Page 28 of Hard Check

Coach didn't flinch. He looked at me and nodded in a way that answered louder than words could have.

My lungs seized. It was like someone had packed ice against my ribs from the inside.

I'd known—of course, I'd known. I was in my sixth season with the Forge. Thirty-one years old. My body took longer to recover after each game. Still, knowing and hearing occupied entirely different territories in my brain.

"The front office hasn't made final decisions yet." Coach exhaled. "But I thought you deserved to know which way the wind's blowing."

I nodded mechanically, fingers digging into my thighs under the desk.

"You're not being pushed out, but the league's getting younger, faster. The salary cap isn't changing. And your contract—"

"I get it." I cut him off, not trusting myself to hear the rest.

Coach leaned back, and the ancient chair protested beneath him. In the half-light of his office, the lines around his eyes deepened.

"Carver, you've been the spine of this team longer than most realize."

The unexpected warmth in his voice threatened to crack something inside me. I couldn't respond. Couldn't even nod. I only stood, my body moving before my brain caught up.

As I turned to leave, he spoke again. "Your mentorship with Pike. Critical mission now. More than ever."

I paused with my hand on the doorknob, not turning back. "Yeah."

When I pulled the door shut behind me, the click echoed down the empty corridor like a full stop at the end of the last sentence in a novel.

I didn't realize I'd left the arena until the cold slapped me awake. No jacket. No gear bag. Only me in a worn Forge hoodie and training pants, walking without direction through streets still bathed in the pre-dawn darkness.

My feet carried me toward the river—the Androscoggin. It was always present in Lewiston, like a pulse beneath the town's skin.

The footpath along the riverbank stretched empty before me—no joggers or dog walkers—only the occasional yellow lamp casting pools of light on frost-stiffened grass. Above, clouds hung low and heavy, threatening snow by afternoon.

The roar grew louder as I approached the falls. In spring, they thundered; in winter, they grumbled, parts of them frozen in mid-plunge. Today, they sounded like white noise, heavy static drowning out the thoughts battering against my skull.

I stopped at the guardrail overlooking the churning water below.
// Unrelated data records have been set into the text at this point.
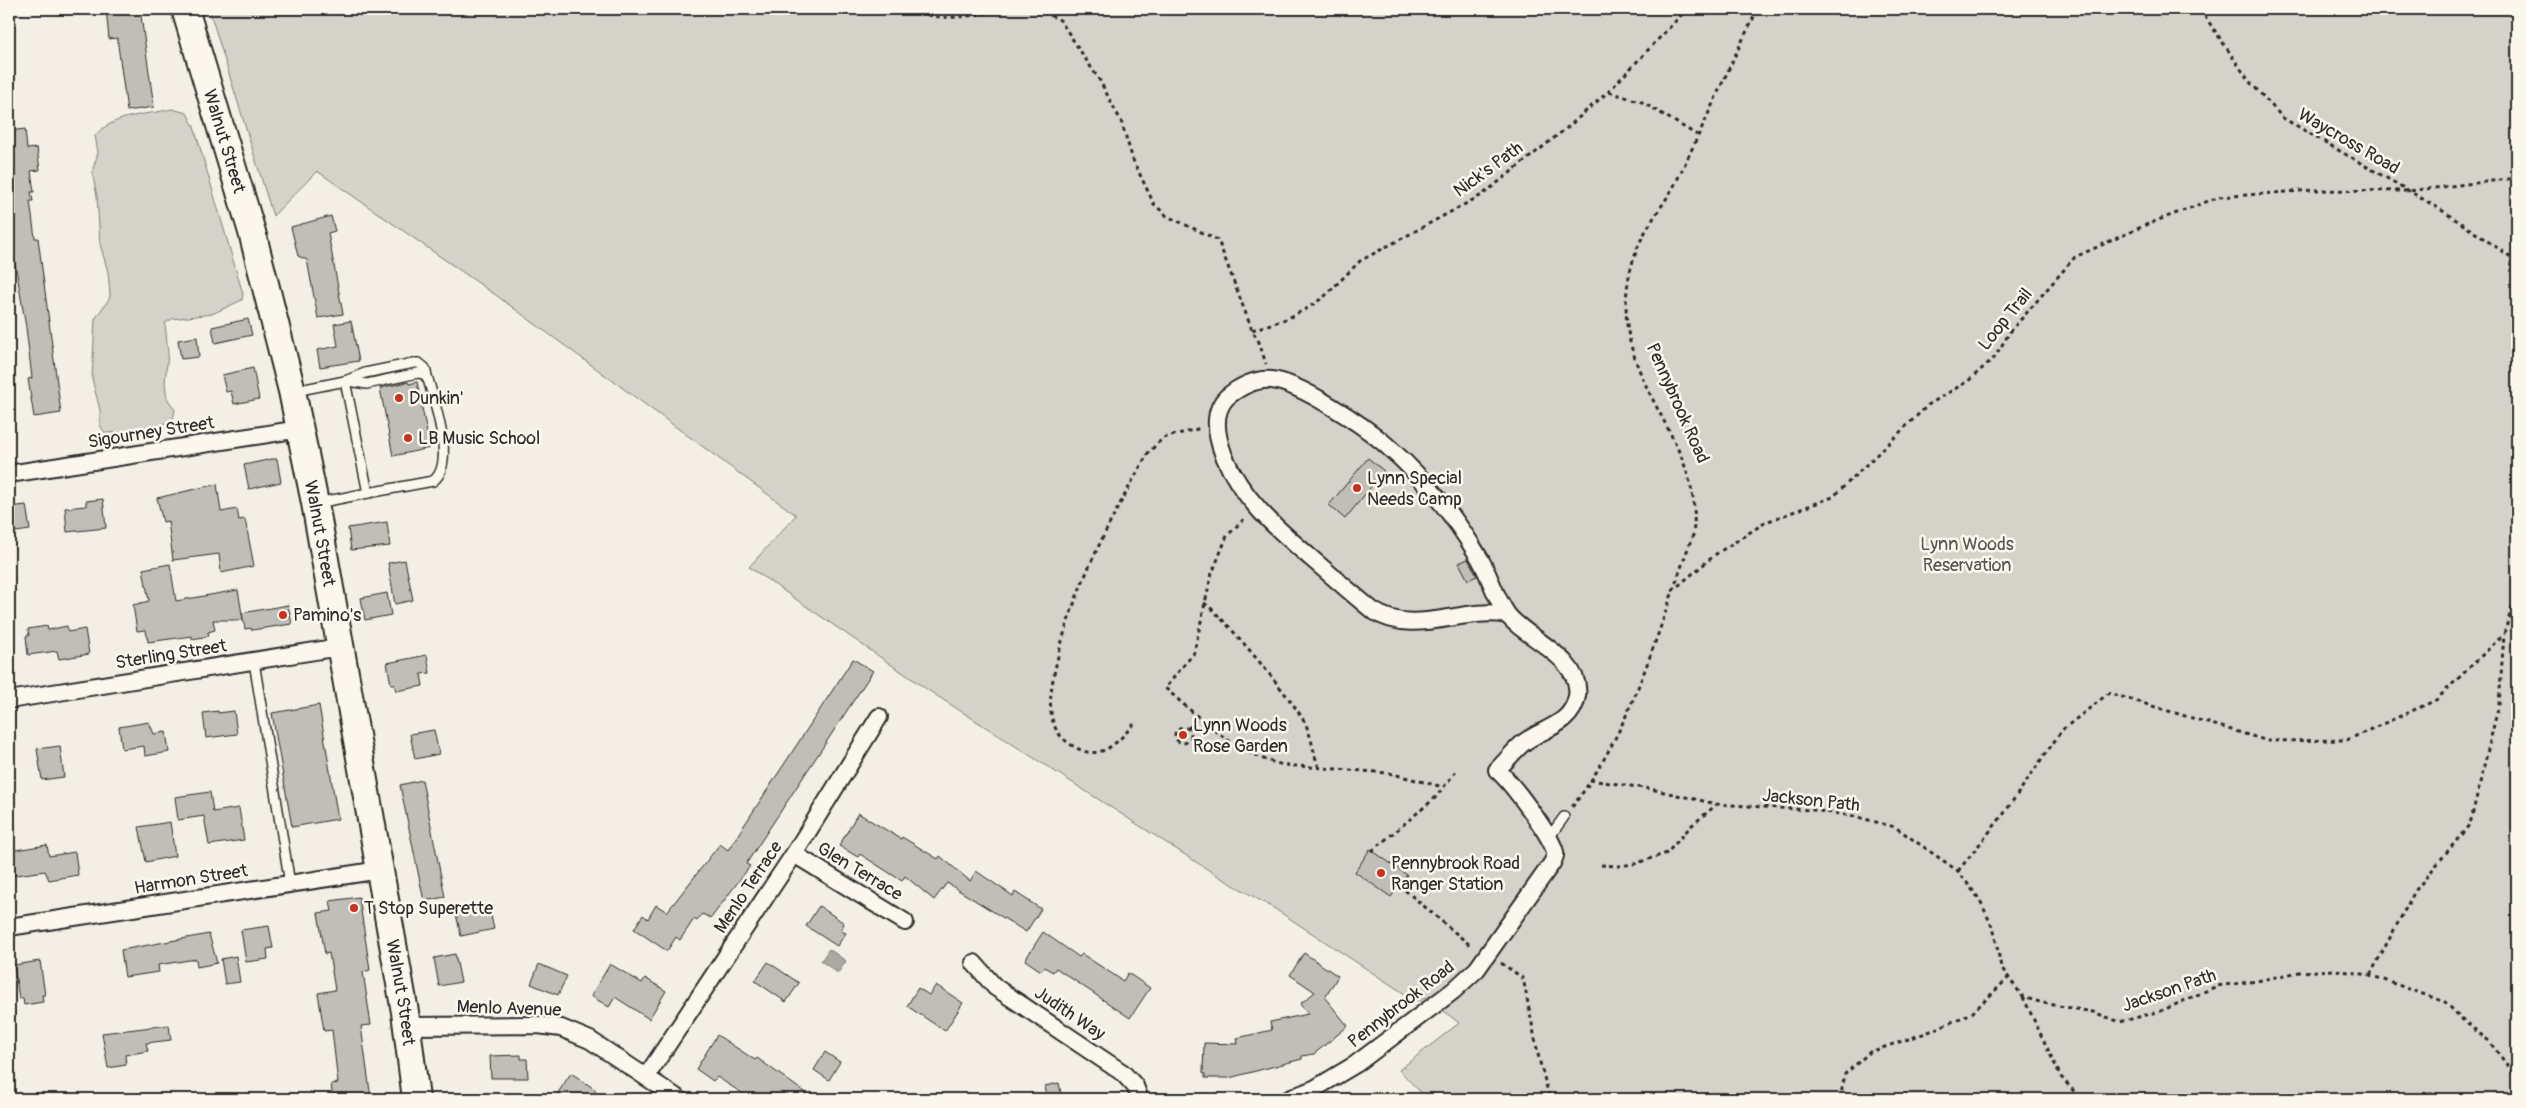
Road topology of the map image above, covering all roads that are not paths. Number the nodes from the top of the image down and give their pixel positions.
1 (185, 9) edge
2 (345, 381) junction
3 (292, 391) junction
4 (300, 429) junction
5 (9, 474) edge
6 (368, 493) junction
7 (315, 503) junction
8 (1507, 615) junction
9 (340, 647) junction
10 (254, 662) junction
11 (9, 700) edge
12 (879, 718) dead end
13 (1564, 817) road end
14 (1548, 839) junction
15 (794, 854) junction
16 (380, 870) junction
17 (290, 884) junction
18 (905, 922) dead end
19 (9, 927) edge
20 (974, 963) dead end
21 (407, 1026) junction
22 (646, 1077) junction
23 (416, 1099) edge
24 (679, 1099) edge
25 (1140, 1099) edge
26 (1289, 1099) edge

1 - 3 main road, Walnut Street
2 - 3 lane
2 - 6 lane
2 - 6 lane
3 - 4 main road, Walnut Street
4 - 5 street, Sigourney Street
4 - 7 main road, Walnut Street
6 - 7 lane
7 - 9 main road, Walnut Street
8 - 8 street, Pennybrook Road
8 - 14 street, Pennybrook Road
9 - 10 street, Sterling Street
9 - 16 main road, Walnut Street
10 - 11 street, Sterling Street
10 - 17 lane
12 - 15 street, Menlo Terrace
13 - 14 lane
14 - 26 street, Pennybrook Road
15 - 18 street, Glen Terrace
15 - 22 street, Menlo Terrace
16 - 17 street, Harmon Street
16 - 21 main road, Walnut Street
17 - 19 street, Harmon Street
20 - 25 street, Judith Way
21 - 22 street, Menlo Avenue
21 - 23 main road, Walnut Street
22 - 24 street, Menlo Avenue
The metal bit cold through my palms, but I barely registered it. Six seasons. Soon, I'd approach two thousand days spent in Lewiston—all wearing Forge black and silver.
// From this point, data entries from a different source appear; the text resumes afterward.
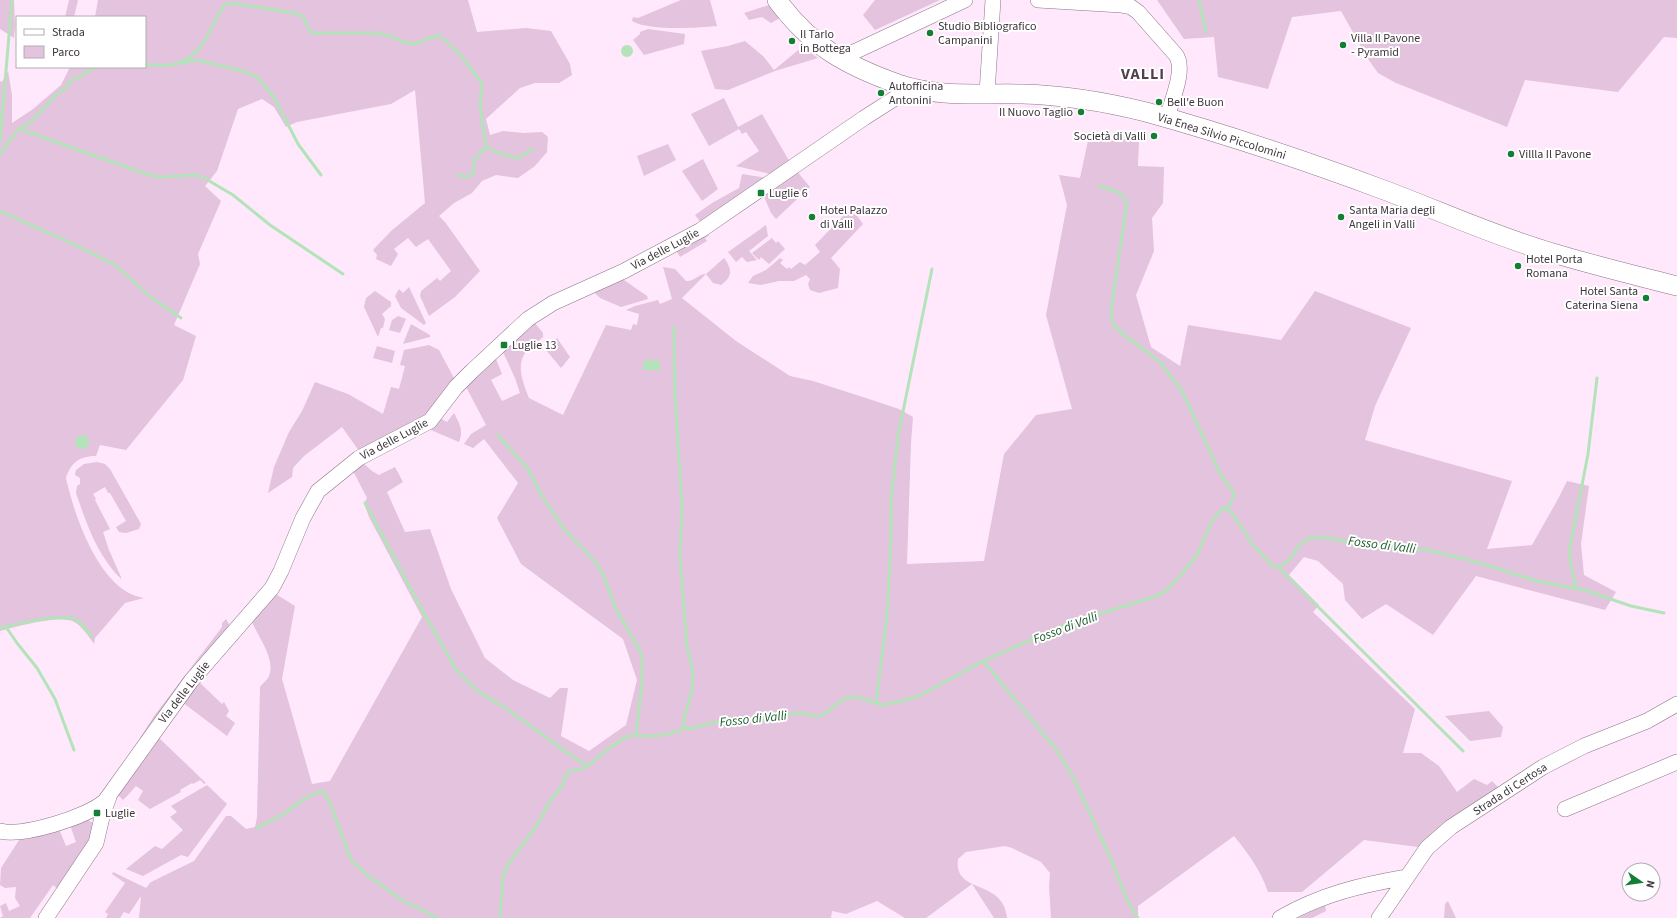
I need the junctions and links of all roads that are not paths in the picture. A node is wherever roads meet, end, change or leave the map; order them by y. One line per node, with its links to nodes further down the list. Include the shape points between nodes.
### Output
1 (777, 0): 5 (main road, Via Enea Silvio Piccolomini, via 805,32)
2 (965, 0): 5 (street)
3 (993, 0): 7 (street)
4 (1038, 0): 8 (street, via 1121,5 1138,12 1180,62 1180,71)
5 (839, 59): 6 (main road, Via Enea Silvio Piccolomini)
6 (911, 88): 7 (main road, Via Enea Silvio Piccolomini, via 947,94); 12 (street, Via delle Luglie, via 696,233 539,311 514,330 456,387 430,421 354,461 321,489 304,514 272,588 195,676)
7 (987, 93): 8 (main road, Via Enea Silvio Piccolomini, via 1065,98)
8 (1167, 118): 9 (main road, Via Enea Silvio Piccolomini, via 1383,189 1537,248)
9 (1677, 286)
10 (1677, 704): 15 (street, Strada di Certosa, via 1647,721 1584,746 1550,763 1502,793 1433,842)
11 (1677, 762): 13 (street)
12 (109, 796): 14 (street, Via delle Luglie, via 90,811 34,830 19,833); 16 (street, via 102,813 96,843)
13 (1565, 809)
14 (0, 831)
15 (1407, 877): 17 (street, via 1331,894); 18 (street, Strada di Certosa)
16 (46, 918)
17 (1280, 918)
18 (1379, 918)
What would happen when they took that away?

Memories of specific players slid through my mind like photographs scattered across a table. Marcus Deveraux, defenseman, invited me for beers when I first arrived. He was gone after his contract expired and disappeared back to Quebec.

Ray Alvarez had his shoulder give out in his fourth season. Last I heard, he was installing HVAC systems outside of Bangor. Cooper Jennings, our backup goalie for two seasons, now coached JV hockey at his old high school.

I was on the verge of joining them. No jersey. No cheers. Only a fade to grey.

My fingers tightened around the railing. The cold metal burned against my skin, but the pain was distant, separate from me.

A truck rumbled over the bridge, vibrating the boards beneath my feet. The world kept moving, indifferent to my private earthquake. That's what terrified me most—not the ending, but the ease with which everything would continue without me.

What happens when they stop needing me?

The falls offered no answers.

I stood there until my fingers numbed and the eastern sky lightened from black to slate. Then, I turned back toward the arena, toward the only certainty I had left—today, at least, they still expected me on the ice.

The locker room buzzed with pre-practice energy when I returned. I slipped through the chaos, heading straight for my stall.

"Well, well, well!" TJ's voice boomed across the room, three syllables stretched into nine. "Look what the hangover dragged in. Seriously though, bro—thought you might be taking a personal day. Old. Man."

The barb hung in the air, waiting for my return volley. Instead, I grunted and dropped onto the bench, reaching for my skates.